Mr. Avant had rocky times in the mid-1970s, when the Sussex label went bankrupt and KAGB-FM, a radio station he had bought (making it one of the first Black-owned stations in the Los Angeles area), floundered. But, he said, friends were always his most important asset, and some of them helped him get back on his feet.
Tabu Records, which Mr. Avant founded in 1975, released records by the S.O.S. Band, Cherrelle and others.
In addition to his daughter, who was a producer of “The Black Godfather,” Mr. Avant is survived by a son, Alexander, and a sister, Anne Woods.
The Avant home was always abuzz with A-list visitors. Nicole Avant recalled a day, when she was 12, that she and a friend got into trouble at school. The friend’s mother, driving Nicole home, was fuming — until she saw Harry Belafonte walking out of the Avants’ house.
“Is that Harry Belafonte?” the woman asked her.
”I said, ‘Yeah, how do you know Harry Belafonte?” — not realizing he was anyone other than a friend who would come around to visit her parents from time to time.
Ms. Avant, who served as ambassador to the Bahamas during the Obama administration, said that Mr. Belafonte and others who would gather at the Avant home were serious about breaking down racial barriers, in the entertainment world and in society in general.
“They knew that they were on a mission,” she said.
The flood of tributes offered to Mr. Avant on Monday included many from younger performers who appreciated his legacy.

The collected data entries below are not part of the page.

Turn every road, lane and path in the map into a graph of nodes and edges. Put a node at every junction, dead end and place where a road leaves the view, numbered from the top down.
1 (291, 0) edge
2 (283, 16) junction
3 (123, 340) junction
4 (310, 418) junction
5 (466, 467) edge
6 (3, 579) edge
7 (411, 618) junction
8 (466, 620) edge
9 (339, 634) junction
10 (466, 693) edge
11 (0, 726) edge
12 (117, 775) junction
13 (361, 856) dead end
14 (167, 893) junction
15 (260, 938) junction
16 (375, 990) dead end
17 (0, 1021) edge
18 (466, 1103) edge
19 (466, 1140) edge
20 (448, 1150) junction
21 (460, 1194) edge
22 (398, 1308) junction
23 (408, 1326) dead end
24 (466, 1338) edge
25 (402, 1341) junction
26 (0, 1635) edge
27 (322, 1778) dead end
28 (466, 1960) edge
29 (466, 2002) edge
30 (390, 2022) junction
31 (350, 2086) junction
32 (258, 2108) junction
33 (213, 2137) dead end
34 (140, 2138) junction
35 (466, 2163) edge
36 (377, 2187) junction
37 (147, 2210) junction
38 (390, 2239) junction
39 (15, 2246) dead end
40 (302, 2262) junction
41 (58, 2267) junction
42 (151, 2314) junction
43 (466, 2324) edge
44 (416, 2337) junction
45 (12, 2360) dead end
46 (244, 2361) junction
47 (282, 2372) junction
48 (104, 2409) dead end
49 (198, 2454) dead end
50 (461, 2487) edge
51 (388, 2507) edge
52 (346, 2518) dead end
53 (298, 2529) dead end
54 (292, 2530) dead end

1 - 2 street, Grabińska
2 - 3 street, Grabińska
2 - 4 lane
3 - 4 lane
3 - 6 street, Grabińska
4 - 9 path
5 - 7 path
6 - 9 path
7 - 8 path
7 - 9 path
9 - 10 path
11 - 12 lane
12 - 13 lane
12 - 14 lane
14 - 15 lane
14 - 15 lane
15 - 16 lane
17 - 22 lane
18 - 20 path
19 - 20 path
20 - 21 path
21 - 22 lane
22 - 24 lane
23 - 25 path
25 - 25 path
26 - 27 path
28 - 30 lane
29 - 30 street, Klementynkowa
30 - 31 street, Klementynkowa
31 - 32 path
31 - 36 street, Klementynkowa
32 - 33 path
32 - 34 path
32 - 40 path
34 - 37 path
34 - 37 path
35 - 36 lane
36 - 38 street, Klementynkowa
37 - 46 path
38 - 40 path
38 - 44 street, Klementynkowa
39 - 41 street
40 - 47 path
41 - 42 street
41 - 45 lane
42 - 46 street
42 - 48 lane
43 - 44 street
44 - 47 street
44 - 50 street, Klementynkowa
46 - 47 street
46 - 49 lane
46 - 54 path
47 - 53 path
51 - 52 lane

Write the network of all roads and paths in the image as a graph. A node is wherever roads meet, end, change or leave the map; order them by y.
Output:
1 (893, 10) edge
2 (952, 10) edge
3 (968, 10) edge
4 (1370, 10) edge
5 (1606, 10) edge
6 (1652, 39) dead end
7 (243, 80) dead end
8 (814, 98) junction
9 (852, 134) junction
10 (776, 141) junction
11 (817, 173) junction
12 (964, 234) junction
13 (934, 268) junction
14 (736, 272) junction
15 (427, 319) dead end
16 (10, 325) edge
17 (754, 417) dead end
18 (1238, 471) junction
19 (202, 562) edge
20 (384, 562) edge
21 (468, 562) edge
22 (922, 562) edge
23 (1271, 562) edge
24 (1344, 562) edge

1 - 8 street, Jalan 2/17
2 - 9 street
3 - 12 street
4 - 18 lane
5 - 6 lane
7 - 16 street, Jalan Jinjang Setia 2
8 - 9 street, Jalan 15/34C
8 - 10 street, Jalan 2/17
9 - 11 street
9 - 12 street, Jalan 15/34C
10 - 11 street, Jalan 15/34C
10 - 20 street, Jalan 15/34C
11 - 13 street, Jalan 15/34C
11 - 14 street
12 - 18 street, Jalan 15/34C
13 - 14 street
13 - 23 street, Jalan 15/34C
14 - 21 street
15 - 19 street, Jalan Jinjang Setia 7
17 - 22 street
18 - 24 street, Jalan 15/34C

“He is the ultimate example of what change looks like, what architecting change looks like, and what the success of change looks like,” the rapper and producer Pharrell said in a statement. “He stared adversity in the face in climates and conditions that weren’t welcoming to people that looked like him. But through his talent and relentless spirit in the pursuit to be the best of the best, he garnered the support and friendship of people who otherwise wouldn’t look in our direction.”